● RECORDS TO USE
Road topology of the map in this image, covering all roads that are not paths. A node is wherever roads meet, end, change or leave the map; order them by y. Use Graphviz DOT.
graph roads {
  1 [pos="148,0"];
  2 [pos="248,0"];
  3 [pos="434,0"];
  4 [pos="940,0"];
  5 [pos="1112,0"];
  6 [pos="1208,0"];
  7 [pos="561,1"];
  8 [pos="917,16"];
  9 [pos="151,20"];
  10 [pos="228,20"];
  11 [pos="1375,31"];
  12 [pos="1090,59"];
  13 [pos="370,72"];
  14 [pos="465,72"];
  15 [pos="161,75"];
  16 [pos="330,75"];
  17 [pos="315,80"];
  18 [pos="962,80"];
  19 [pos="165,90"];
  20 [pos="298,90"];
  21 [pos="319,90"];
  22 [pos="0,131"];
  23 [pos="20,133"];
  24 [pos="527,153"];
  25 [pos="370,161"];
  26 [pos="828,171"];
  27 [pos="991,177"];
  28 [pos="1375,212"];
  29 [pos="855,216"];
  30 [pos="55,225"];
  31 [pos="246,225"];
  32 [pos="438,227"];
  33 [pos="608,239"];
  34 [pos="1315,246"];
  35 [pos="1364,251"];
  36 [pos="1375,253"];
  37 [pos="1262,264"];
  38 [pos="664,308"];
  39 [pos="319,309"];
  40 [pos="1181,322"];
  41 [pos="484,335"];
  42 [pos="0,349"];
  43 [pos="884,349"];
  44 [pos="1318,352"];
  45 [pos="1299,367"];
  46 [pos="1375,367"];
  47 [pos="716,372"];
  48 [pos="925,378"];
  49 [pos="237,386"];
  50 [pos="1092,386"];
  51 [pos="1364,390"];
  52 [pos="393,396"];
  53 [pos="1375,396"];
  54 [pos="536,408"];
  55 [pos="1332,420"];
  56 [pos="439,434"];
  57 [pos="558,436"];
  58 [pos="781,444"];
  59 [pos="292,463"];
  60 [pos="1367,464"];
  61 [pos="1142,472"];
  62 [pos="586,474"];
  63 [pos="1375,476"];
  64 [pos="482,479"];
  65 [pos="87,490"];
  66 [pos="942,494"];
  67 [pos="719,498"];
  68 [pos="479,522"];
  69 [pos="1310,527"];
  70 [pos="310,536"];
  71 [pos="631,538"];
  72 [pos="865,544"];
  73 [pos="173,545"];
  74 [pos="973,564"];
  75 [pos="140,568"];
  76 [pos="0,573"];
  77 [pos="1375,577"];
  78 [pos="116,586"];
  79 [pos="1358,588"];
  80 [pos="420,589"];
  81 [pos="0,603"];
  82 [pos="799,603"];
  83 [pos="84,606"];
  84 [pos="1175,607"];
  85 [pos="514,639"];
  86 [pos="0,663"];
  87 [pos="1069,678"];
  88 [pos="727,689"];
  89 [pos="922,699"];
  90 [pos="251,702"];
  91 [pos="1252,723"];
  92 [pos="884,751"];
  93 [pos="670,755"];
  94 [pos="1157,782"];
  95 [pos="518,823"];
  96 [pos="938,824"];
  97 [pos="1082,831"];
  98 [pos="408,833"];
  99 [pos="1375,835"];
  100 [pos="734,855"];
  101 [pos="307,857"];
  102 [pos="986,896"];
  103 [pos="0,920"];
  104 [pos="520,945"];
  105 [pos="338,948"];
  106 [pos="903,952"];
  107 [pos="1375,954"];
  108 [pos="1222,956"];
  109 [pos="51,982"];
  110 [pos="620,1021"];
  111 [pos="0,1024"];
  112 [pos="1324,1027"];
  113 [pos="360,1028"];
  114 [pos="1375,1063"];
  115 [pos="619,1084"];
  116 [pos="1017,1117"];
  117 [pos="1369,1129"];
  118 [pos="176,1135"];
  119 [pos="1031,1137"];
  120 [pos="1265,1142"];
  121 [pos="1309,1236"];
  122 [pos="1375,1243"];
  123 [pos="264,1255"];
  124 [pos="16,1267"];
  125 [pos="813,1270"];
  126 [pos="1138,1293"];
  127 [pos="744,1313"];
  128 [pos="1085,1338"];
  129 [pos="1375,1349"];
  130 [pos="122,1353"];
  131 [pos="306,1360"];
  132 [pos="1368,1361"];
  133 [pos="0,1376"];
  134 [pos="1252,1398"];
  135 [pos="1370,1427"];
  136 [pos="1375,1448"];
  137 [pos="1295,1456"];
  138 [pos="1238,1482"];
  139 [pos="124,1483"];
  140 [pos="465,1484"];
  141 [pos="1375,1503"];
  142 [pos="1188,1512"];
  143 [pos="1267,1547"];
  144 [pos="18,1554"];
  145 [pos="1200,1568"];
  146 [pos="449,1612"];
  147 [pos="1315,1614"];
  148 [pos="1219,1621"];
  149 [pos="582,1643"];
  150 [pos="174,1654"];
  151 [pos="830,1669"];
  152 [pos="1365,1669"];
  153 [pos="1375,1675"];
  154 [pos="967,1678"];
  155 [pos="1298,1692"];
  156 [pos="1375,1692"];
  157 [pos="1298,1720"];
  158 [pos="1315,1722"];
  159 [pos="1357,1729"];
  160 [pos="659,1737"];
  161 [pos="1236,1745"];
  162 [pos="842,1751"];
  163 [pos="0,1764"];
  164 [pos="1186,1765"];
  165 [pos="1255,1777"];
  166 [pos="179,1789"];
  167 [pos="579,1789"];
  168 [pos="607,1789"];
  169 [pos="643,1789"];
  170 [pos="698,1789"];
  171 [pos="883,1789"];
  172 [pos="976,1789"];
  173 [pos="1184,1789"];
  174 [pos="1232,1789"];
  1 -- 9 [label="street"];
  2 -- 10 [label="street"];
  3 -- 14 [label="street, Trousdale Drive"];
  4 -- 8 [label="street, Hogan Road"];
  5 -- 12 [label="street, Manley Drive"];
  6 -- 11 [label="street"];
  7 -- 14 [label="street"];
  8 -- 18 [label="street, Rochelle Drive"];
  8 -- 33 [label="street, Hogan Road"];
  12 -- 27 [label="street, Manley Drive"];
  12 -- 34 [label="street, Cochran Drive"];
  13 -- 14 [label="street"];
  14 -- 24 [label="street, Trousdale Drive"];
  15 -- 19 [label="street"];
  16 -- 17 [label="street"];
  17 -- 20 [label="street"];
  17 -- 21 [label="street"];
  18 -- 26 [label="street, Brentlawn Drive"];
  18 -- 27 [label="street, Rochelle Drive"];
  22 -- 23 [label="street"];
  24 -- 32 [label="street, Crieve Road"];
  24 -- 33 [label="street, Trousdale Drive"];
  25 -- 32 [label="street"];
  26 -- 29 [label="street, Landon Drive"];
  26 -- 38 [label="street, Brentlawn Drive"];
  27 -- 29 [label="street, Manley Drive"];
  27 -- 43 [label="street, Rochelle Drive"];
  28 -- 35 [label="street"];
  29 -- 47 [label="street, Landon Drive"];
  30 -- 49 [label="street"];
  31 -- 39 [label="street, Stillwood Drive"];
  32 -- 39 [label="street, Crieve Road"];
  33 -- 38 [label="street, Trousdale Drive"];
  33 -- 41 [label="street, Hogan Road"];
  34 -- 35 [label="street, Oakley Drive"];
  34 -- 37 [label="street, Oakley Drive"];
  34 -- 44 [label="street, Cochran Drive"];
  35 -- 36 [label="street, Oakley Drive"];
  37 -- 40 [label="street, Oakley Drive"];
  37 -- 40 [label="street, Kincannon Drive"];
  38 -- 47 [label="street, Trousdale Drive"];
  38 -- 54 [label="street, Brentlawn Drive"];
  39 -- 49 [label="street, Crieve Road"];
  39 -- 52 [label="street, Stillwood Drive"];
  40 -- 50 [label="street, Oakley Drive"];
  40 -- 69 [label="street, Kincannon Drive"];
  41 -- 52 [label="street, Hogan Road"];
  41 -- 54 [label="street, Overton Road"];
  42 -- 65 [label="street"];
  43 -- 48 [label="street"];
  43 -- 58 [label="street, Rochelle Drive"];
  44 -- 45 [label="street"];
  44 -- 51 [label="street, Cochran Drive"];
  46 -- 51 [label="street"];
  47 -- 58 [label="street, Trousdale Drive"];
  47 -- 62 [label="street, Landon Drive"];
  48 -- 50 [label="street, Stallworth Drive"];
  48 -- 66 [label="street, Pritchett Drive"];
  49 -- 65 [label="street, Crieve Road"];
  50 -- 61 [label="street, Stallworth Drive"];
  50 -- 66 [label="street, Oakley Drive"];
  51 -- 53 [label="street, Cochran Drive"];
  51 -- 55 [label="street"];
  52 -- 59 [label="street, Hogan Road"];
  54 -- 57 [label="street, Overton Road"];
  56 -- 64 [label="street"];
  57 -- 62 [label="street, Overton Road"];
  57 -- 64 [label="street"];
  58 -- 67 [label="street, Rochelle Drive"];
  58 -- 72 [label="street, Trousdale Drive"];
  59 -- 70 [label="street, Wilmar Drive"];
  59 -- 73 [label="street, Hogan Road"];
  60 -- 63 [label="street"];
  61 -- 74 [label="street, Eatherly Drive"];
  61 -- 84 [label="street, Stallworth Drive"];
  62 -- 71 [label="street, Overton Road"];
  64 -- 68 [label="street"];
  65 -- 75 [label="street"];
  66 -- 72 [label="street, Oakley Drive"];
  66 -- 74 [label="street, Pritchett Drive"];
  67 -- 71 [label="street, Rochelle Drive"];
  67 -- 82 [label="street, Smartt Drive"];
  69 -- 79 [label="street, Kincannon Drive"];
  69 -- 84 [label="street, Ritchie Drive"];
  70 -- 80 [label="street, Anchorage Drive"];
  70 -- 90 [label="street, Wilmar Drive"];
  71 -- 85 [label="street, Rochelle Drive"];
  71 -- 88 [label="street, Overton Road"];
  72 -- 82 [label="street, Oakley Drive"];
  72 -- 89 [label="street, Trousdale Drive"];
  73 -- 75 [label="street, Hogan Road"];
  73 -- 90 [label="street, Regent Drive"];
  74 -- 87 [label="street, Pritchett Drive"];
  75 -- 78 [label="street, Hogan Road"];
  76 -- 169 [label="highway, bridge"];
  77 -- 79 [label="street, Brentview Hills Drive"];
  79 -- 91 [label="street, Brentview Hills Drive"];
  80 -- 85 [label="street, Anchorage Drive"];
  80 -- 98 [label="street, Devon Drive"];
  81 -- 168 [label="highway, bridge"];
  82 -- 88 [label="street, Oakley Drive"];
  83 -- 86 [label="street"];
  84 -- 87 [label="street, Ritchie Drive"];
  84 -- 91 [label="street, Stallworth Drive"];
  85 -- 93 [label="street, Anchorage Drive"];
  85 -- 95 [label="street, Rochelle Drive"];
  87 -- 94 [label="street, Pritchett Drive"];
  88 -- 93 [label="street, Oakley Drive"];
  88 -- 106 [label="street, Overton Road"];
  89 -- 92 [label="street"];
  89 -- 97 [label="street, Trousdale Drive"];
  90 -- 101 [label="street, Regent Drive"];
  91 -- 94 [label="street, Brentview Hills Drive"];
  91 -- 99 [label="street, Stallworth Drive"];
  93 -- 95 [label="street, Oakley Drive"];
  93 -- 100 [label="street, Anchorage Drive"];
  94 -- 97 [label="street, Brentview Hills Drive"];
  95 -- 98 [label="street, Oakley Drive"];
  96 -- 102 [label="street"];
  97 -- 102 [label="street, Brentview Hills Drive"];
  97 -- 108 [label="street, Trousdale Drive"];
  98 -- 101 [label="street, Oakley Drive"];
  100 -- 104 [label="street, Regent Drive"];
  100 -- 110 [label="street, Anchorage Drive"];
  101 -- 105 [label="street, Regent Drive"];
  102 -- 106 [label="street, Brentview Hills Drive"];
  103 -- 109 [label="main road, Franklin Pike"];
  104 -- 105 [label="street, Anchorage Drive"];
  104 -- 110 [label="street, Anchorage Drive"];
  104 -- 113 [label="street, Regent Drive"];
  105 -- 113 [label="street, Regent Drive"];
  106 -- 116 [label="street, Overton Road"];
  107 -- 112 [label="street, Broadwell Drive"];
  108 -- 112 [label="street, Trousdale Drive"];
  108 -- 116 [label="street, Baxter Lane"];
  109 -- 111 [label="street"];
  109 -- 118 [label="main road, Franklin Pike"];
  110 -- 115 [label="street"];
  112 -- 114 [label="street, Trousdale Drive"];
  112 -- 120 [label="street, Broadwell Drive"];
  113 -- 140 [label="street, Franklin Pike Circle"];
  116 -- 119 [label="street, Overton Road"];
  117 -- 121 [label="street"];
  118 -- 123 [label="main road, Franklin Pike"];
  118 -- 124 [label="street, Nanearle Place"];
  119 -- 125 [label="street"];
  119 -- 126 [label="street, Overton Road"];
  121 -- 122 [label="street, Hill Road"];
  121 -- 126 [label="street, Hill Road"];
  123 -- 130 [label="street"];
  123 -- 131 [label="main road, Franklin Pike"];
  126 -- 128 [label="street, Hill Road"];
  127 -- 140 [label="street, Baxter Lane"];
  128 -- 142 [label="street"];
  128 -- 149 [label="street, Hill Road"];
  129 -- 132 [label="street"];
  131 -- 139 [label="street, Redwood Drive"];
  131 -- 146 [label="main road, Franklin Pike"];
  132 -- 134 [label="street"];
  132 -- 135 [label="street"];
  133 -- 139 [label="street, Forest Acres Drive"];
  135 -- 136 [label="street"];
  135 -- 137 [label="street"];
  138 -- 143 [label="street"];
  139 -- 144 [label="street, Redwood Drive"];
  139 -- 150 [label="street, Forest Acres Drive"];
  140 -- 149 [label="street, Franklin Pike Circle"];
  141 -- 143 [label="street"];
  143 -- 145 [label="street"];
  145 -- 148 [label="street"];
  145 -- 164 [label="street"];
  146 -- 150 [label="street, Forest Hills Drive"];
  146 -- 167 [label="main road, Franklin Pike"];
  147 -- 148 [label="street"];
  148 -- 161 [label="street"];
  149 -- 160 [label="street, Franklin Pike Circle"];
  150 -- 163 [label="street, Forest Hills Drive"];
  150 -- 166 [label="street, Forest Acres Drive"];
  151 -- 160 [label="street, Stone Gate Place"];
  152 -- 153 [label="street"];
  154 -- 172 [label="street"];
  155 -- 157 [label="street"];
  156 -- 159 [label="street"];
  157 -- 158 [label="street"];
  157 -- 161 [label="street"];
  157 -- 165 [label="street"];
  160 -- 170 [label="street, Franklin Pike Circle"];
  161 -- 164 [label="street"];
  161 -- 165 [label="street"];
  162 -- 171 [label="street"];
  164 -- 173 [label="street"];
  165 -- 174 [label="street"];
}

● TASK TO CARRY OUT
Wherever a line in the entries holds "Brentview", copy that line.

● RESPONSE BELOW
  77 -- 79 [label="street, Brentview Hills Drive"];
  79 -- 91 [label="street, Brentview Hills Drive"];
  91 -- 94 [label="street, Brentview Hills Drive"];
  94 -- 97 [label="street, Brentview Hills Drive"];
  97 -- 102 [label="street, Brentview Hills Drive"];
  102 -- 106 [label="street, Brentview Hills Drive"];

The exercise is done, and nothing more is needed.